No-Op for this stopper

kraken.lib.dataset module

Utility functions for data loading and training of VGSL networks.

class kraken.lib.dataset.GroundTruthDataset(split=<function GroundTruthDataset.<lambda>>, suffix='.gt.txt', normalization=None, reorder=True, im_transforms=None, preload=True)

Bases: torch.utils.data.dataset.Dataset

Dataset for ground truth used during training.

All data is cached in memory.

training_set

list – List of tuples (image, text) for training

test_set

list – List of tuples (image, text) for testing

alphabet

str – Sorted string of all code points found in the ground truth

add(image)

Adds a line-image-text pair to the dataset.

Parameters:image (str) – Input image path
encode(codec=None)

Adds a codec to the dataset and encodes all text lines.

Has to be run before sampling from the dataset.

kraken.lib.dataset.compute_error(model, test_set)

Computes detailed error report from a model and a list of line image-text pairs.

Parameters:
Returns:

A tuple with total number of characters and edit distance across the whole test set.

kraken.lib.dataset.generate_input_transforms(batch, height, width, channels, pad)

Generates a torchvision transformation converting a PIL.Image into a tensor usable in a network forward pass.

Parameters:
  • batch (int) – mini-batch size
  • height (int) – height of input image in pixels
  • width (int) – width of input image in pixels
  • channels (int) – color channels of input
  • pad (int) – Amount of padding on horizontal ends of image
Returns:

A torchvision transformation composition converting the input image to the appropriate tensor.

kraken.lib.ctc

kraken.lib.layers

Various pytorch layers compatible with the dimension ordering and inputs/outputs of VGSL-defined networks.
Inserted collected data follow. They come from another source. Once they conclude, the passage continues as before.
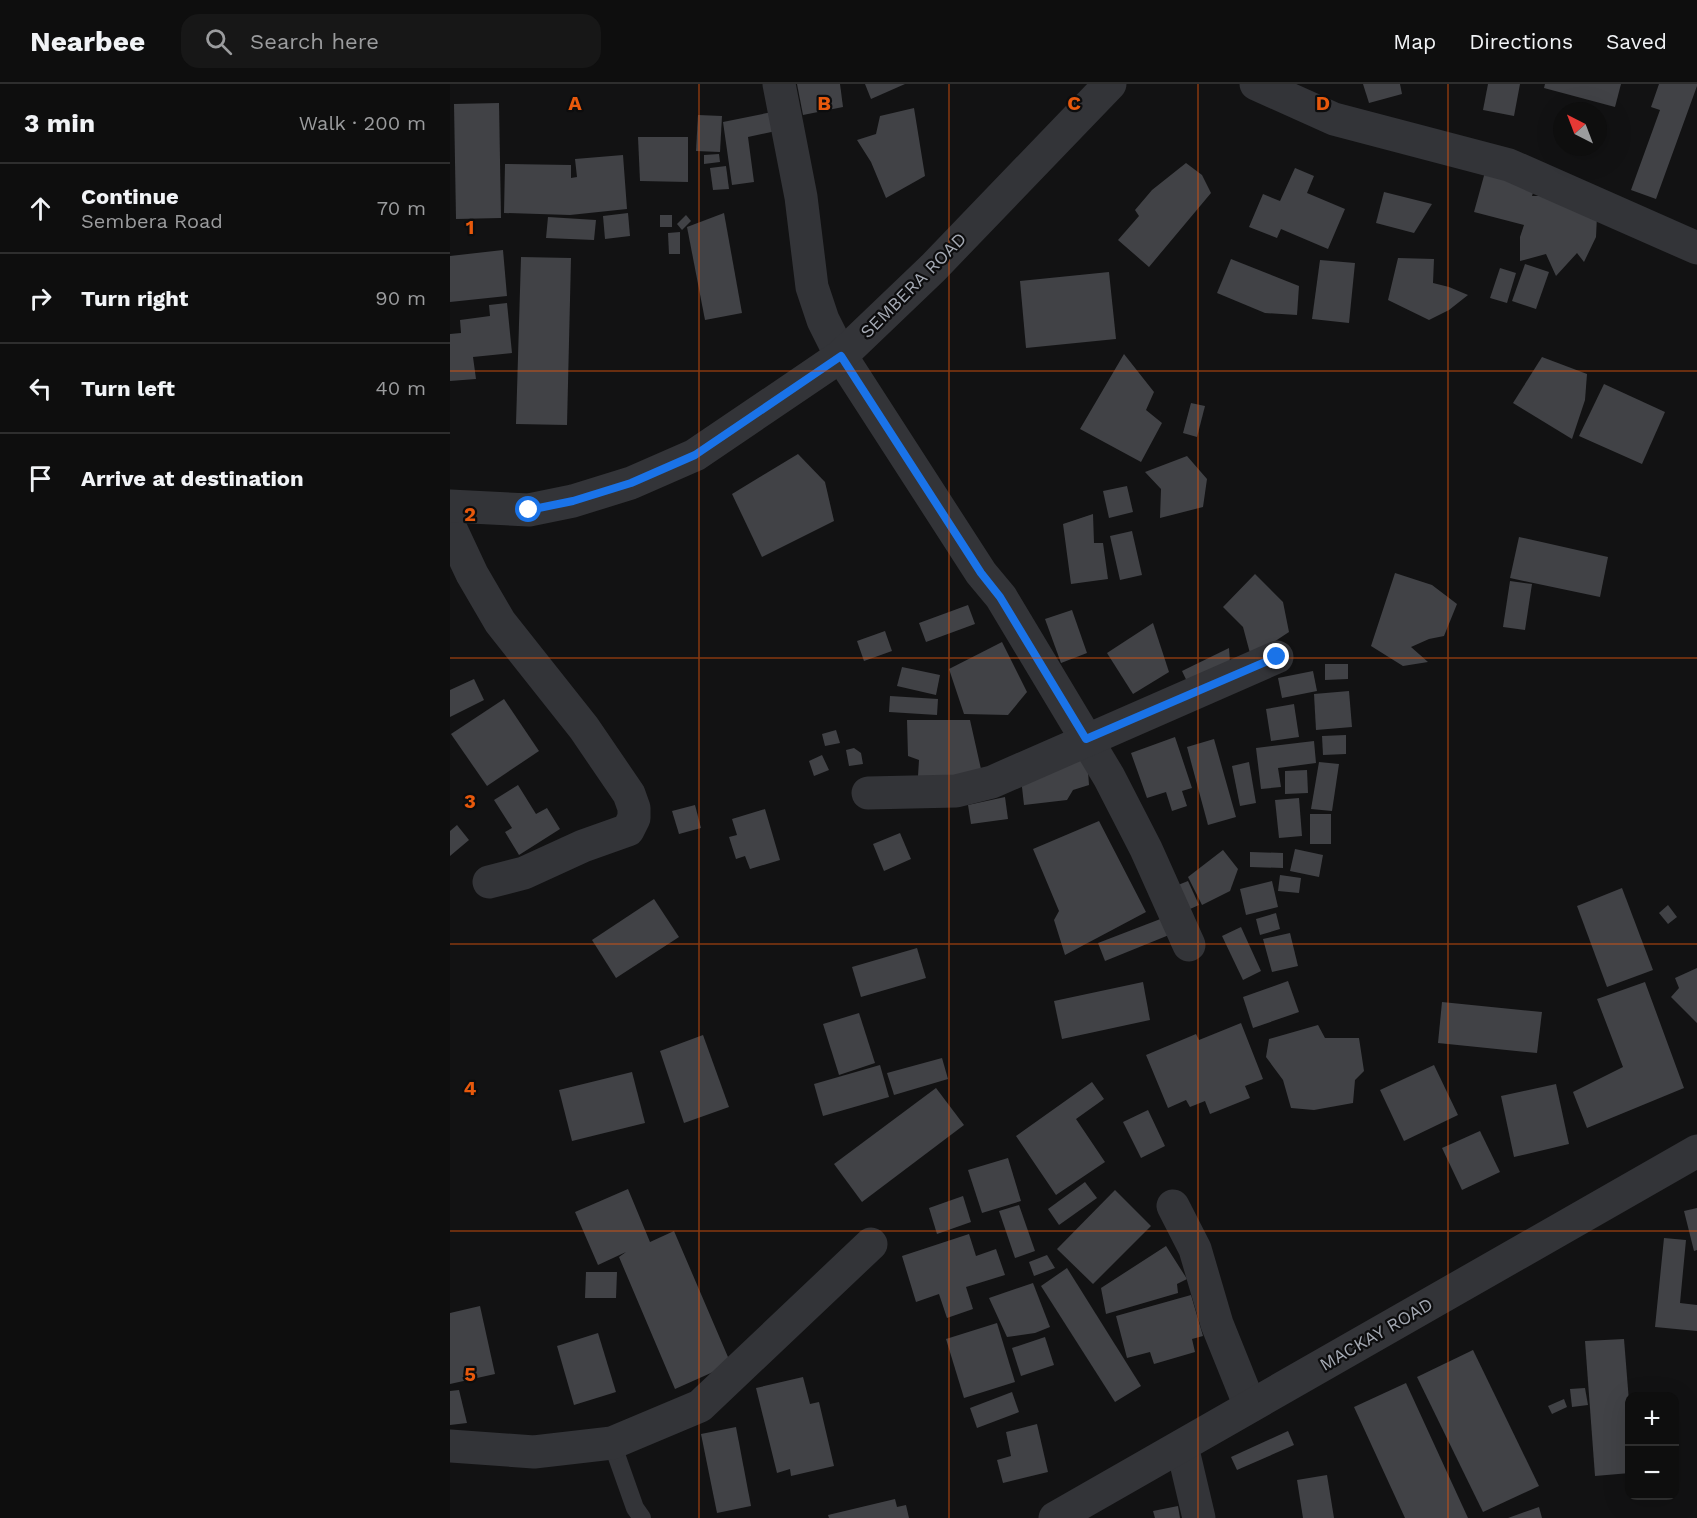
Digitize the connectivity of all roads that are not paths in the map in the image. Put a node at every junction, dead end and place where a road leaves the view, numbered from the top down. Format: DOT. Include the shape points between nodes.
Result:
graph roads {
  1 [pos="779,84"];
  2 [pos="1110,84"];
  3 [pos="1256,84"];
  4 [pos="1697,248"];
  5 [pos="841,356"];
  6 [pos="450,506"];
  7 [pos="450,527"];
  8 [pos="1277,657"];
  9 [pos="1086,739"];
  10 [pos="868,793"];
  11 [pos="489,882"];
  12 [pos="1189,945"];
  13 [pos="1697,1151"];
  14 [pos="1173,1206"];
  15 [pos="871,1244"];
  16 [pos="1250,1406"];
  17 [pos="612,1443"];
  18 [pos="450,1446"];
  19 [pos="1182,1446"];
  20 [pos="642,1518"];
  21 [pos="1054,1518"];
  22 [pos="1199,1518"];
  1 -- 5 [label="street" via="801,197 812,287"];
  2 -- 5 [label="street, SEMBERA ROAD" via="933,268"];
  3 -- 4 [label="street" via="1334,119 1509,165"];
  5 -- 6 [label="street, SEMBERA ROAD" via="695,455 631,483 529,510"];
  5 -- 9 [label="street" via="1000,597"];
  7 -- 11 [label="street" via="500,622 584,728 629,794 634,808 628,830 524,873"];
  8 -- 9 [label="street"];
  9 -- 10 [label="street" via="992,782 956,790"];
  9 -- 12 [label="street" via="1146,849"];
  13 -- 16 [label="street, MACKAY ROAD"];
  14 -- 16 [label="street" via="1195,1249 1216,1324"];
  15 -- 17 [label="street" via="700,1406"];
  16 -- 19 [label="street, MACKAY ROAD"];
  17 -- 18 [label="street" via="534,1452"];
  17 -- 20 [label="lane"];
  19 -- 21 [label="street, MACKAY ROAD"];
  19 -- 22 [label="street"];
}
class kraken.lib.ctc.CTCCriterion

Bases: torch.nn.modules.module.Module

Connectionist Temporal Classification loss function.

This class performs the softmax operation (increases numerical stability) for you, so inputs should be unnormalized linear projections from an RNN. For the same reason, forward-backward computations are performed in log domain.

Shape:
  • Input: where C number of classes, S sequence length, and N number of batches.
  • Target: , N number of label sequences l.
  • Output: scalar. If reduce is False, then
forward(input, targets)

Defines the computation performed at every call.
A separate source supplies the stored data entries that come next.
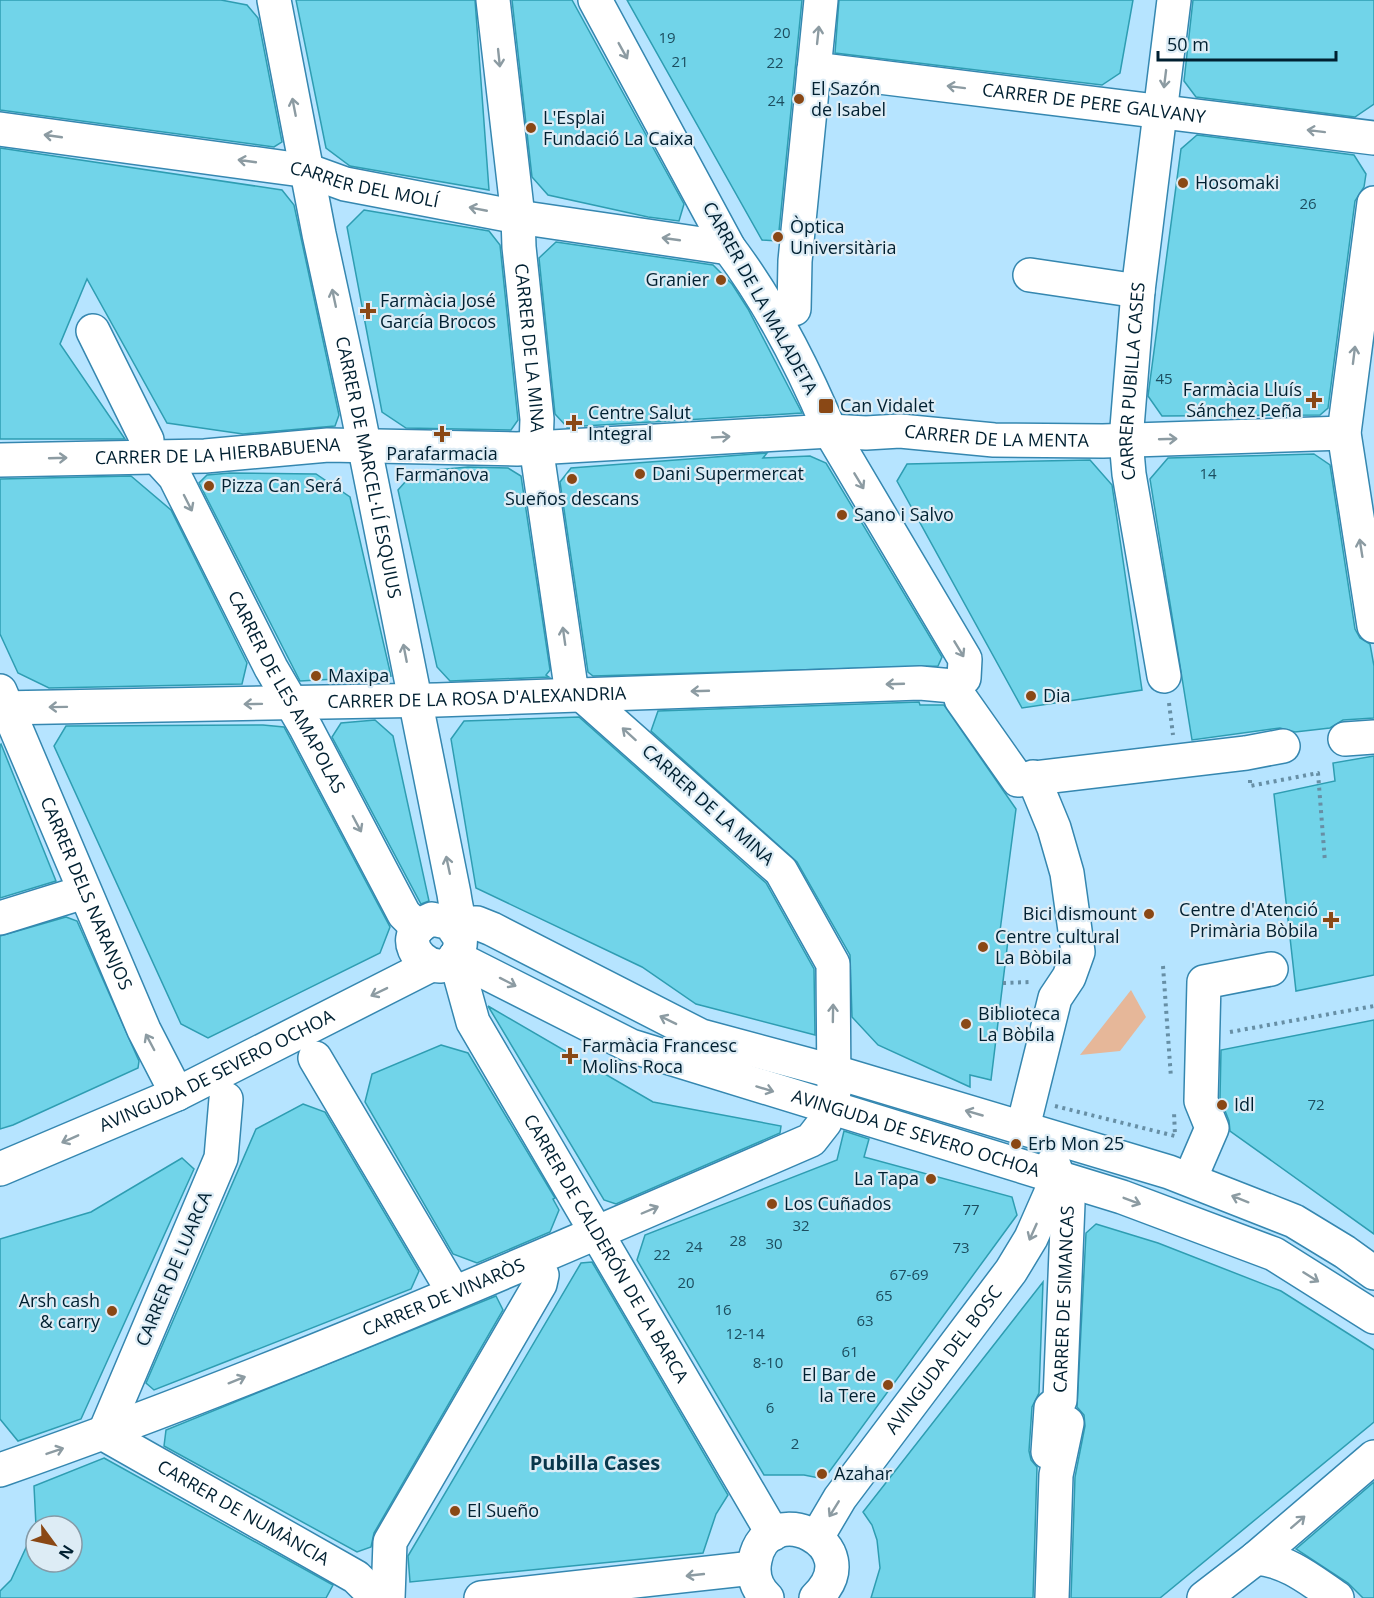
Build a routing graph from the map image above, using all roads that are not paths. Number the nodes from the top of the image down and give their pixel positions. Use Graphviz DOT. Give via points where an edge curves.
graph roads {
  1 [pos="274,0"];
  2 [pos="493,0"];
  3 [pos="595,0"];
  4 [pos="821,0"];
  5 [pos="1174,0"];
  6 [pos="814,69"];
  7 [pos="1161,112"];
  8 [pos="0,129"];
  9 [pos="1374,138"];
  10 [pos="309,171"];
  11 [pos="1374,203"];
  12 [pos="518,217"];
  13 [pos="729,248"];
  14 [pos="1030,275"];
  15 [pos="1138,291"];
  16 [pos="794,309"];
  17 [pos="93,331"];
  18 [pos="830,430"];
  19 [pos="1344,434"];
  20 [pos="1126,440"];
  21 [pos="536,446"];
  22 [pos="363,447"];
  23 [pos="151,448"];
  24 [pos="0,460"];
  25 [pos="1374,626"];
  26 [pos="1164,676"];
  27 [pos="957,692"];
  28 [pos="577,694"];
  29 [pos="414,700"];
  30 [pos="2,702"];
  31 [pos="291,702"];
  32 [pos="1282,746"];
  33 [pos="1025,779"];
  34 [pos="84,892"];
  35 [pos="0,918"];
  36 [pos="451,941"];
  37 [pos="1271,969"];
  38 [pos="315,1058"];
  39 [pos="835,1072"];
  40 [pos="177,1094"];
  41 [pos="226,1099"];
  42 [pos="829,1109"];
  43 [pos="1027,1113"];
  44 [pos="1059,1138"];
  45 [pos="1099,1150"];
  46 [pos="0,1169"];
  47 [pos="1058,1179"];
  48 [pos="1190,1179"];
  49 [pos="1088,1188"];
  50 [pos="597,1234"];
  51 [pos="1374,1273"];
  52 [pos="542,1275"];
  53 [pos="454,1293"];
  54 [pos="1374,1317"];
  55 [pos="104,1434"];
  56 [pos="1374,1456"];
  57 [pos="0,1470"];
  58 [pos="773,1534"];
  59 [pos="816,1536"];
  60 [pos="1256,1558"];
  61 [pos="762,1590"];
  62 [pos="827,1595"];
  63 [pos="377,1598"];
  64 [pos="388,1598"];
  65 [pos="486,1598"];
  66 [pos="1052,1598"];
  67 [pos="1204,1598"];
  68 [pos="1337,1598"];
  10 -- 1 [label="street, CARRER DE MARCEL·LÍ ESQUIUS, one-way"];
  2 -- 12 [label="street, CARRER DE LA MINA, one-way"];
  3 -- 13 [label="street, CARRER DE LA MALADETA, one-way"];
  6 -- 4 [label="street, one-way"];
  5 -- 7 [label="street, CARRER PUBILLA CASES, one-way"];
  7 -- 6 [label="street, CARRER DE PERE GALVANY, one-way"];
  6 -- 16 [label="street"];
  9 -- 7 [label="street, CARRER DE PERE GALVANY, one-way"];
  7 -- 15 [label="street, CARRER PUBILLA CASES"];
  10 -- 8 [label="street, CARRER DEL MOLÍ, one-way"];
  12 -- 10 [label="street, CARRER DEL MOLÍ, one-way" via="345,184"];
  22 -- 10 [label="street, CARRER DE MARCEL·LÍ ESQUIUS, one-way"];
  19 -- 11 [label="street, one-way"];
  13 -- 12 [label="street, CARRER DEL MOLÍ, one-way"];
  12 -- 21 [label="street, CARRER DE LA MINA" via="537,418"];
  13 -- 18 [label="street, CARRER DE LA MALADETA" via="813,391"];
  14 -- 15 [label="street"];
  15 -- 20 [label="street, CARRER PUBILLA CASES"];
  17 -- 23 [label="street, CARRER DE LES AMAPOLAS"];
  18 -- 20 [label="street, CARRER DE LA MENTA" via="866,434 900,431 994,440"];
  21 -- 18 [label="street, CARRER DE LA HIERBABUENA, one-way"];
  18 -- 27 [label="street, CARRER DE LA MALADETA, one-way" via="965,659 964,678"];
  20 -- 19 [label="street, CARRER DE LA MENTA, one-way"];
  25 -- 19 [label="street, one-way"];
  20 -- 26 [label="street, CARRER PUBILLA CASES"];
  21 -- 22 [label="street, CARRER DE LA HIERBABUENA"];
  28 -- 21 [label="street, CARRER DE LA MINA, one-way"];
  22 -- 23 [label="street, CARRER DE LA HIERBABUENA" via="328,446 206,456"];
  29 -- 22 [label="street, CARRER DE MARCEL·LÍ ESQUIUS, one-way"];
  24 -- 23 [label="street, CARRER DE LA HIERBABUENA, one-way"];
  23 -- 31 [label="street, CARRER DE LES AMAPOLAS, one-way" via="175,477"];
  27 -- 28 [label="street, CARRER DE LA ROSA D'ALEXANDRIA, one-way" via="920,683"];
  27 -- 33 [label="street"];
  28 -- 29 [label="street, CARRER DE LA ROSA D'ALEXANDRIA"];
  39 -- 28 [label="street, CARRER DE LA MINA, one-way" via="833,964 781,871"];
  29 -- 31 [label="street, CARRER DE LA ROSA D'ALEXANDRIA"];
  36 -- 29 [label="street, CARRER DE MARCEL·LÍ ESQUIUS, one-way"];
  31 -- 30 [label="street, CARRER DE LA ROSA D'ALEXANDRIA, one-way"];
  30 -- 34 [label="street, CARRER DELS NARANJOS"];
  31 -- 36 [label="street, CARRER DE LES AMAPOLAS, one-way" via="404,914 418,928 432,919"];
  32 -- 33 [label="street" via="1246,753 1174,749"];
  33 -- 43 [label="street" via="1054,828 1067,873 1078,952 1069,977 1055,998"];
  34 -- 35 [label="street"];
  40 -- 34 [label="street, CARRER DELS NARANJOS, one-way" via="144,1030"];
  39 -- 36 [label="street, AVINGUDA DE SEVERO OCHOA, one-way" via="701,1036 477,923"];
  36 -- 40 [label="street, AVINGUDA DE SEVERO OCHOA, one-way"];
  36 -- 42 [label="street, AVINGUDA DE SEVERO OCHOA, one-way" via="631,1046"];
  36 -- 50 [label="street, CARRER DE CALDERÓN DE LA BARCA" via="474,1022"];
  37 -- 48 [label="street" via="1204,982 1201,1101 1212,1128"];
  38 -- 53 [label="street"];
  39 -- 42 [label="street, CARRER DE VINARÒS"];
  43 -- 39 [label="street, AVINGUDA DE SEVERO OCHOA, one-way"];
  40 -- 46 [label="street, AVINGUDA DE SEVERO OCHOA, one-way"];
  41 -- 55 [label="street, CARRER DE LUARCA" via="221,1158"];
  42 -- 47 [label="street, AVINGUDA DE SEVERO OCHOA"];
  50 -- 42 [label="street, CARRER DE VINARÒS, one-way" via="811,1140 825,1122"];
  43 -- 44 [label="street, AVINGUDA DE SEVERO OCHOA"];
  44 -- 45 [label="street, AVINGUDA DE SEVERO OCHOA"];
  44 -- 47 [label="street, CARRER DE SIMANCAS" via="1052,1158"];
  45 -- 48 [label="street, AVINGUDA DE SEVERO OCHOA"];
  45 -- 49 [label="street"];
  47 -- 49 [label="street, AVINGUDA DE SEVERO OCHOA"];
  47 -- 59 [label="street, AVINGUDA DEL BOSC, one-way" via="1011,1271 840,1498"];
  47 -- 66 [label="street, CARRER DE SIMANCAS" via="1068,1203 1060,1400 1051,1408 1048,1452 1053,1452 1060,1423 1067,1423 1056,1475"];
  51 -- 48 [label="street, AVINGUDA DE SEVERO OCHOA, one-way" via="1294,1221"];
  49 -- 54 [label="street, AVINGUDA DE SEVERO OCHOA, one-way" via="1274,1254"];
  50 -- 53 [label="street, CARRER DE VINARÒS"];
  50 -- 58 [label="street, CARRER DE CALDERÓN DE LA BARCA"];
  52 -- 64 [label="street" via="390,1542"];
  55 -- 53 [label="street, CARRER DE VINARÒS, one-way"];
  57 -- 55 [label="street, CARRER DE VINARÒS, one-way"];
  55 -- 63 [label="street, CARRER DE NUMÀNCIA" via="356,1577"];
  60 -- 56 [label="street, one-way"];
  58 -- 59 [label="street" via="795,1528"];
  58 -- 61 [label="street" via="759,1549"];
  59 -- 62 [label="street" via="831,1562"];
  60 -- 67 [label="street"];
  60 -- 68 [label="street" via="1271,1559 1298,1571"];
  61 -- 65 [label="street, one-way"];
}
Should be overridden by all subclasses.

Note

Although the recipe for forward pass needs to be defined within this function, one should call the Module instance afterwards instead of this since the former takes care of running the registered hooks while the latter silently ignores them.

kraken.lib.ctc_decoder

Decoders for softmax outputs of CTC trained networks.

kraken.lib.ctc_decoder.beam_decoder(outputs, beam_size=3)

Translates back the network output to a label sequence using same-prefix-merge beam search decoding as described in [0].

[0] Hannun, Awni Y., et al. “First-pass large vocabulary continuous speech recognition using bi-directional recurrent DNNs.” arXiv preprint arXiv:1408.2873 (2014).

Parameters:output (numpy.array) – (C, W) shaped softmax output tensor
Returns:A list with tuples (class, start, end, prob). max is the maximum value of the softmax layer in the region.
kraken.lib.ctc_decoder.greedy_decoder(outputs)

Translates back the network output to a label sequence using greedy/best path decoding as described in [0].

Thresholds on class 0, then assigns the maximum (non-zero) class to each region.

[0] Graves, Alex, et al. “Connectionist temporal classification: labelling unsegmented sequence data with recurrent neural networks.” Proceedings of the 23rd international conference on Machine learning. ACM, 2006.

Parameters:output (numpy.array) – (C, W) shaped softmax output tensor
Returns:A list with tuples (class, start, end, max). max is the maximum value of the softmax layer in the region.
kraken.lib.ctc_decoder.blank_threshold_decoder(outputs, threshold=0.5)

Translates back the network output to a label sequence as the original ocropy/clstm.

Thresholds on class 0, then assigns the maximum (non-zero) class to each region.

Parameters:
  • output (numpy.array) – (C, W) shaped softmax output tensor
  • threshold (float) – Threshold for 0 class when determining possible label locations.
Returns:

A list with tuples (class, start, end, max). max is the maximum value of the softmax layer in the region.